Task instructions: Give back an exact copy of the lines below, from the first through the line with "Annotate this page: name"; please stop there.

□ □ □ □ □

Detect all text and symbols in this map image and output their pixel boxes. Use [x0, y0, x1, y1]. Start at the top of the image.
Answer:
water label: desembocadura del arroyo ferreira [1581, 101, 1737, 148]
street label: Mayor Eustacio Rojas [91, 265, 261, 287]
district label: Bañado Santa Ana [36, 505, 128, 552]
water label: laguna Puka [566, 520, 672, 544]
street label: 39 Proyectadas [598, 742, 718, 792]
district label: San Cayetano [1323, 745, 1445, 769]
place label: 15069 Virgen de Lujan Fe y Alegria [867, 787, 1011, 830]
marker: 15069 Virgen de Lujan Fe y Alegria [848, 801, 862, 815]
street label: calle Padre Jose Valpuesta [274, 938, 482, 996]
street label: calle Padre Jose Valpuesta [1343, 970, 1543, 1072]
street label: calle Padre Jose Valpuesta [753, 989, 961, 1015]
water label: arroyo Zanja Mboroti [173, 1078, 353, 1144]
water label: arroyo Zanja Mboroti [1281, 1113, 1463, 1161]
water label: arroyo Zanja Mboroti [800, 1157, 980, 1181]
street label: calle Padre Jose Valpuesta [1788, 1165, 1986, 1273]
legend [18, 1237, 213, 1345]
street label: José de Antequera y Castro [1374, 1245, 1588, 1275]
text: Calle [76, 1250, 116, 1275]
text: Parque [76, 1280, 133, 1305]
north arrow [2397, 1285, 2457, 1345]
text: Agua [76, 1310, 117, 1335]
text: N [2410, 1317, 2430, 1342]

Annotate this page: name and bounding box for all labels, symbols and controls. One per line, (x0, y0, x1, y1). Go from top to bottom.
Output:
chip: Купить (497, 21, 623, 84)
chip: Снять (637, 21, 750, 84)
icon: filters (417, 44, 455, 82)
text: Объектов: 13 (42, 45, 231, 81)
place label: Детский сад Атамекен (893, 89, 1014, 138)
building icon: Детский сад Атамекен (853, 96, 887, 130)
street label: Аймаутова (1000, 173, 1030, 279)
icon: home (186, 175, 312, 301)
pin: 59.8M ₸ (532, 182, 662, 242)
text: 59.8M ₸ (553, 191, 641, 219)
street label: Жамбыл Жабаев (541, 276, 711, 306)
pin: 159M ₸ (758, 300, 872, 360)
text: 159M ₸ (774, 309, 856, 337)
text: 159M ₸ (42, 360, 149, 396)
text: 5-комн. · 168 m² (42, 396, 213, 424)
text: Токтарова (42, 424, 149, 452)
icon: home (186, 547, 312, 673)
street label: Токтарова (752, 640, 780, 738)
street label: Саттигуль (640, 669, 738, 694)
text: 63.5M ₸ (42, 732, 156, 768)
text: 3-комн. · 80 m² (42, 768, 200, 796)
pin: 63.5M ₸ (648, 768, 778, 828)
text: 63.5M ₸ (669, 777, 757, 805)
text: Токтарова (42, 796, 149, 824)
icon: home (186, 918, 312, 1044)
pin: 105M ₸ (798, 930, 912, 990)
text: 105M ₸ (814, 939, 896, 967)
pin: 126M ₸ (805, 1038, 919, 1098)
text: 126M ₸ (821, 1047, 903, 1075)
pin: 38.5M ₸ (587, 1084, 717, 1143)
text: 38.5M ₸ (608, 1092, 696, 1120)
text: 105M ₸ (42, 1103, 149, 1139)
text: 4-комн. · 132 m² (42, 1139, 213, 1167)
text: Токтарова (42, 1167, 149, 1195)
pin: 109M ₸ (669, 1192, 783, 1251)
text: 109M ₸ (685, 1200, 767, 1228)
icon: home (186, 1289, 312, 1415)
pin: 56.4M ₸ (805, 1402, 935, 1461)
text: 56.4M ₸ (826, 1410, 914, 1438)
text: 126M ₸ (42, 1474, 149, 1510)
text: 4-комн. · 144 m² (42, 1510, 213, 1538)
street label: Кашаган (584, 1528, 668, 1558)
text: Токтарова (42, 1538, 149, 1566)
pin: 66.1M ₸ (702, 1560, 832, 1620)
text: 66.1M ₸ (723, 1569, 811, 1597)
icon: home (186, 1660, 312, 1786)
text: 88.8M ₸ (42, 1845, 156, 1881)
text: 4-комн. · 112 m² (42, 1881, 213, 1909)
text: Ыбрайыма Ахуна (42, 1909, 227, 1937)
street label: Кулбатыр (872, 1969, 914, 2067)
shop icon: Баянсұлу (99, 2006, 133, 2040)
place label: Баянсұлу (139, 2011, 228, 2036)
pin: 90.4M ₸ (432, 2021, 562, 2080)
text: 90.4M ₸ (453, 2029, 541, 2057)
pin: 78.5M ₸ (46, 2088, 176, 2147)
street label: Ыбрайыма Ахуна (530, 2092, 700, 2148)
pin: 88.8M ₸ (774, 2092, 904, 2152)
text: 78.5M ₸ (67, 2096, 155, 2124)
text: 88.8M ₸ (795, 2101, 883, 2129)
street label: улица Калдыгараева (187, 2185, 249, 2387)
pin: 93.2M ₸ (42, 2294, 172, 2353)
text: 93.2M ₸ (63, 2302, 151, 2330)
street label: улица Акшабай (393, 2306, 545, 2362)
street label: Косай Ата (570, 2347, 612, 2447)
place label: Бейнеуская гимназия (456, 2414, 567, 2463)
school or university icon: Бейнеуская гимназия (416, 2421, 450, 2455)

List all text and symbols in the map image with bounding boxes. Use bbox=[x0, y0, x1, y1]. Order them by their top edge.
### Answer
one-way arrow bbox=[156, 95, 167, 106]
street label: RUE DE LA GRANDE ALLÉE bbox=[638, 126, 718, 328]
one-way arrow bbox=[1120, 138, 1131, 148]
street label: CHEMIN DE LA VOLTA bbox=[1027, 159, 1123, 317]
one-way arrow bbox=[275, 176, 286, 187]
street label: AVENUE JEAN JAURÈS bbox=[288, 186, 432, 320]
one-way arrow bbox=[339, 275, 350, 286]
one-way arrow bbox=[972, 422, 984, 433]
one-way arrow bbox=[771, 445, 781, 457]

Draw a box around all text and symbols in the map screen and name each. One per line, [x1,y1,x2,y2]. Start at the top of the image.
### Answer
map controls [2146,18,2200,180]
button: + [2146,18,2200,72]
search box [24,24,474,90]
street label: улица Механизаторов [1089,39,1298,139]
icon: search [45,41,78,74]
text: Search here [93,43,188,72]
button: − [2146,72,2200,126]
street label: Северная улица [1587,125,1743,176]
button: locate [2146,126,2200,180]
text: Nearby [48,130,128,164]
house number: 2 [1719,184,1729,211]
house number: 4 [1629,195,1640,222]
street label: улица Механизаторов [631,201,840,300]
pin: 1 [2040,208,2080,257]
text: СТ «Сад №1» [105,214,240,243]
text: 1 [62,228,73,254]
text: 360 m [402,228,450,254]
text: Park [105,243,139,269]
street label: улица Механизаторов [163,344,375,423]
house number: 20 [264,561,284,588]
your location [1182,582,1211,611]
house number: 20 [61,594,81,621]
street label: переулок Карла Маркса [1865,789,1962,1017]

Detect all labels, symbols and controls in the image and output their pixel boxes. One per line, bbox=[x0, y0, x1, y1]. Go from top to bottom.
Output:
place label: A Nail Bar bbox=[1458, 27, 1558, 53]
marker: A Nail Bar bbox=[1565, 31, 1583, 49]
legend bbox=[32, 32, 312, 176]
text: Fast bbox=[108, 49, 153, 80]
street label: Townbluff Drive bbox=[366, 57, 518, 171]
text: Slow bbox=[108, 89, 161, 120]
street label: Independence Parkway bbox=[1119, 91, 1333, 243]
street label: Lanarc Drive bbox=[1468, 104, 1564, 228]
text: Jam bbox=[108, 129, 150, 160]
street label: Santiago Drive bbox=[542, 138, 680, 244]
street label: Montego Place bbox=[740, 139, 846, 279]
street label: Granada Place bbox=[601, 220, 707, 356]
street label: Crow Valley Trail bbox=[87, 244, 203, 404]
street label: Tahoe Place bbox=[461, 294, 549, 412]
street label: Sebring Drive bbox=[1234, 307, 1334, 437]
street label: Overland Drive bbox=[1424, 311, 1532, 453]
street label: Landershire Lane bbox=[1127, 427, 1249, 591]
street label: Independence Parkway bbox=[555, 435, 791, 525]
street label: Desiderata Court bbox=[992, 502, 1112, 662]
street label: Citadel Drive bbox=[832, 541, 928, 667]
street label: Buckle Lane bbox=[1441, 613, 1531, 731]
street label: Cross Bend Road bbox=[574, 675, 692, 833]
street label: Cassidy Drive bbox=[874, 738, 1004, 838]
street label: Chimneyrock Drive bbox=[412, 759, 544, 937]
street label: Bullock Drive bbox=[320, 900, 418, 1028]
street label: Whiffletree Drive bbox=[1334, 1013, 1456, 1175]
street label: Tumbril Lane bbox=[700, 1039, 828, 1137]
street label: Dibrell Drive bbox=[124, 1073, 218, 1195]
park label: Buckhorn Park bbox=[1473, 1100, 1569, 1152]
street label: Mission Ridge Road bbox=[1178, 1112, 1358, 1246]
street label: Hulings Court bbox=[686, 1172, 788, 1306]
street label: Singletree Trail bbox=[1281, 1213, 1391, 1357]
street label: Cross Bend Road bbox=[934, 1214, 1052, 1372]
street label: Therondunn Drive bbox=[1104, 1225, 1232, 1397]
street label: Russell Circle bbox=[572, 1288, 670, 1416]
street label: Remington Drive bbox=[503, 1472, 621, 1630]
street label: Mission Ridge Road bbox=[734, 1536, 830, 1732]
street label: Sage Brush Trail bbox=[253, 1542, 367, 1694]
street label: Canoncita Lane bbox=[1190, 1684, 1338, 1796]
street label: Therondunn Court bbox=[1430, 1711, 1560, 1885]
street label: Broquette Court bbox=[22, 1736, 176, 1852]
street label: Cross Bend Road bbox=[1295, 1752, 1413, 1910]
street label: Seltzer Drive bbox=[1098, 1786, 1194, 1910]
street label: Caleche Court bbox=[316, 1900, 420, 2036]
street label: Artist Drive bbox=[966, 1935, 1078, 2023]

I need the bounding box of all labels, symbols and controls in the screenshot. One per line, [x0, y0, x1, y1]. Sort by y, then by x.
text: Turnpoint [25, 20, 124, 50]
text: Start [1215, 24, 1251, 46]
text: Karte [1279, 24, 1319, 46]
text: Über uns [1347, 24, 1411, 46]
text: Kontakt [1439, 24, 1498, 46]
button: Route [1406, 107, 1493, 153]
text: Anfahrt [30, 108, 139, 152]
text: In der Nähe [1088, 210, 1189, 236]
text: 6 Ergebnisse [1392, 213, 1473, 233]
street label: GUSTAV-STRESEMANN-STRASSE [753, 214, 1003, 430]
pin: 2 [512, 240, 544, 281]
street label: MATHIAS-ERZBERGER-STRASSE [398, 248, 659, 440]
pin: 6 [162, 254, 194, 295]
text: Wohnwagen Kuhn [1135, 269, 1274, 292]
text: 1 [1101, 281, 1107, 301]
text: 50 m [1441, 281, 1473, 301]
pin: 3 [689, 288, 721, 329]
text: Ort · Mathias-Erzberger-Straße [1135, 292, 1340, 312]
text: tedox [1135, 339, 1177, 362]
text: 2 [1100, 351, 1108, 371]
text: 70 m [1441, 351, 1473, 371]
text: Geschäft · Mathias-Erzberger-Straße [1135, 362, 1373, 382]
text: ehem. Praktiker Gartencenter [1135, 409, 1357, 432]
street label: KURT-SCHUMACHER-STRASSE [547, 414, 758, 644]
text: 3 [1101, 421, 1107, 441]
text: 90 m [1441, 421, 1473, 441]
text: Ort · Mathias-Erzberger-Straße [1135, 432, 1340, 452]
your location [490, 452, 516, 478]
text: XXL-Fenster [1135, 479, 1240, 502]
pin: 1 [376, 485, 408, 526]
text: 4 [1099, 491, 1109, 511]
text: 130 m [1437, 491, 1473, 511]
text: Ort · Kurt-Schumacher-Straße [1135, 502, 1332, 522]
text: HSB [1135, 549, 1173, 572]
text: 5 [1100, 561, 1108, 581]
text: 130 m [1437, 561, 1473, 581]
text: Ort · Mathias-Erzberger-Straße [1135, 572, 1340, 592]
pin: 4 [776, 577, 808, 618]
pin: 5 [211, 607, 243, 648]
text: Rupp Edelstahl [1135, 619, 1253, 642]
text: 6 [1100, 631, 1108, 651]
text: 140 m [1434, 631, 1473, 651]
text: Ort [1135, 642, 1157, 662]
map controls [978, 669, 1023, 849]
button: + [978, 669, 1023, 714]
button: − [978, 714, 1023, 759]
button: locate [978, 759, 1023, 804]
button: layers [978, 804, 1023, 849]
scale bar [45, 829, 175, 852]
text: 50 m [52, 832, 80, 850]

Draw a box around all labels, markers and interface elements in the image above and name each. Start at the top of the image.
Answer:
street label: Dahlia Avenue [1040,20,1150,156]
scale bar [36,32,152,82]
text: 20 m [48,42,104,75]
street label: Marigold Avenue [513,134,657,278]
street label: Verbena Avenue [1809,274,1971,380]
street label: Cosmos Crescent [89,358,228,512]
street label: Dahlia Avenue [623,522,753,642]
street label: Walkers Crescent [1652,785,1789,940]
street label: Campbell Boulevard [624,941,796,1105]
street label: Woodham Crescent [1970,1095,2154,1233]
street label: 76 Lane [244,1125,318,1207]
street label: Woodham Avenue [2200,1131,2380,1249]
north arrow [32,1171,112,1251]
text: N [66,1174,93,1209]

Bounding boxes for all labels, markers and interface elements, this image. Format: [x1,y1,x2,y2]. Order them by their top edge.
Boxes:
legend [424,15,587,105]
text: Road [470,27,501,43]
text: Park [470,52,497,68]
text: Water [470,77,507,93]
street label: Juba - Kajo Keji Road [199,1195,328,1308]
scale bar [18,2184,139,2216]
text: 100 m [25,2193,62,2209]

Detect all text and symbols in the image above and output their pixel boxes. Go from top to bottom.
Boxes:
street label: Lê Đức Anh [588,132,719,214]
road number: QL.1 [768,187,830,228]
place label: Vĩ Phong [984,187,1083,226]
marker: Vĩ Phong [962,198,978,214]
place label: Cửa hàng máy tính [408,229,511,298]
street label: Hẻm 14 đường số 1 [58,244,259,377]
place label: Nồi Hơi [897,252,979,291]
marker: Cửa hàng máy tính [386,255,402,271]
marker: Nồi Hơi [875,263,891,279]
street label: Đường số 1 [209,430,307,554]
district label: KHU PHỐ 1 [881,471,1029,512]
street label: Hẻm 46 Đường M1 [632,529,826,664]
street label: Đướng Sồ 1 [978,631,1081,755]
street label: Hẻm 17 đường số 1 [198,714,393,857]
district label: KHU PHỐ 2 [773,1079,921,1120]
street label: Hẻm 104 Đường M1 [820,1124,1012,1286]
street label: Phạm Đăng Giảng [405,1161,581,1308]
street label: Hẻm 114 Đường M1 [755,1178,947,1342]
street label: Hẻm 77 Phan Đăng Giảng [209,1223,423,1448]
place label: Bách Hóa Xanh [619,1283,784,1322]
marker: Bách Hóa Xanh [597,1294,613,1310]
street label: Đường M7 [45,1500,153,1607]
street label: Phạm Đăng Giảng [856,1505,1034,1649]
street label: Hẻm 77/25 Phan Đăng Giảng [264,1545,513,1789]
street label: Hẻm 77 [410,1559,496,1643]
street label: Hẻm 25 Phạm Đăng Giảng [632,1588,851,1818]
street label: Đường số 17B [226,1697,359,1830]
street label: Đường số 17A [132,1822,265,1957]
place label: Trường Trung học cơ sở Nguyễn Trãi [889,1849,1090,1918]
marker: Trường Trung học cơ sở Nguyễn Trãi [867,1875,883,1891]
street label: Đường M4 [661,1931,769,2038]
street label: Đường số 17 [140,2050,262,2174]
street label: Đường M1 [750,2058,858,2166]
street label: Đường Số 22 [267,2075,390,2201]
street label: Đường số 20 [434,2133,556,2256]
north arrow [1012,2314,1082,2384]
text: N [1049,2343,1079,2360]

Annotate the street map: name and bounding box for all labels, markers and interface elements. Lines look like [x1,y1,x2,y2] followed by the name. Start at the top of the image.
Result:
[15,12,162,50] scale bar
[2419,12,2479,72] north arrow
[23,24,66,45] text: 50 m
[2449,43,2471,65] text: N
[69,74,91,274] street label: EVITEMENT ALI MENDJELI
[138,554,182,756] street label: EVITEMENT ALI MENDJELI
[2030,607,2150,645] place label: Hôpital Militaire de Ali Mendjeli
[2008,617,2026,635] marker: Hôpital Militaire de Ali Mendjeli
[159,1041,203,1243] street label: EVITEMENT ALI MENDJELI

□ □ □ □ □

Output below:
Detect all text and symbols in this map image and output their pixel boxes. Use [x0, y0, x1, y1]. Start at the top of the image.
Answer:
water label: desembocadura del arroyo ferreira [1581, 101, 1737, 148]
street label: Mayor Eustacio Rojas [91, 265, 261, 287]
district label: Bañado Santa Ana [36, 505, 128, 552]
water label: laguna Puka [566, 520, 672, 544]
street label: 39 Proyectadas [598, 742, 718, 792]
district label: San Cayetano [1323, 745, 1445, 769]
place label: 15069 Virgen de Lujan Fe y Alegria [867, 787, 1011, 830]
marker: 15069 Virgen de Lujan Fe y Alegria [848, 801, 862, 815]
street label: calle Padre Jose Valpuesta [274, 938, 482, 996]
street label: calle Padre Jose Valpuesta [1343, 970, 1543, 1072]
street label: calle Padre Jose Valpuesta [753, 989, 961, 1015]
water label: arroyo Zanja Mboroti [173, 1078, 353, 1144]
water label: arroyo Zanja Mboroti [1281, 1113, 1463, 1161]
water label: arroyo Zanja Mboroti [800, 1157, 980, 1181]
street label: calle Padre Jose Valpuesta [1788, 1165, 1986, 1273]
legend [18, 1237, 213, 1345]
street label: José de Antequera y Castro [1374, 1245, 1588, 1275]
text: Calle [76, 1250, 116, 1275]
text: Parque [76, 1280, 133, 1305]
north arrow [2397, 1285, 2457, 1345]
text: Agua [76, 1310, 117, 1335]
text: N [2410, 1317, 2430, 1342]

Annotate this page: name and bounding box for all labels, symbols and controls. One per line, (x0, y0, x1, y1). Go from top to bottom.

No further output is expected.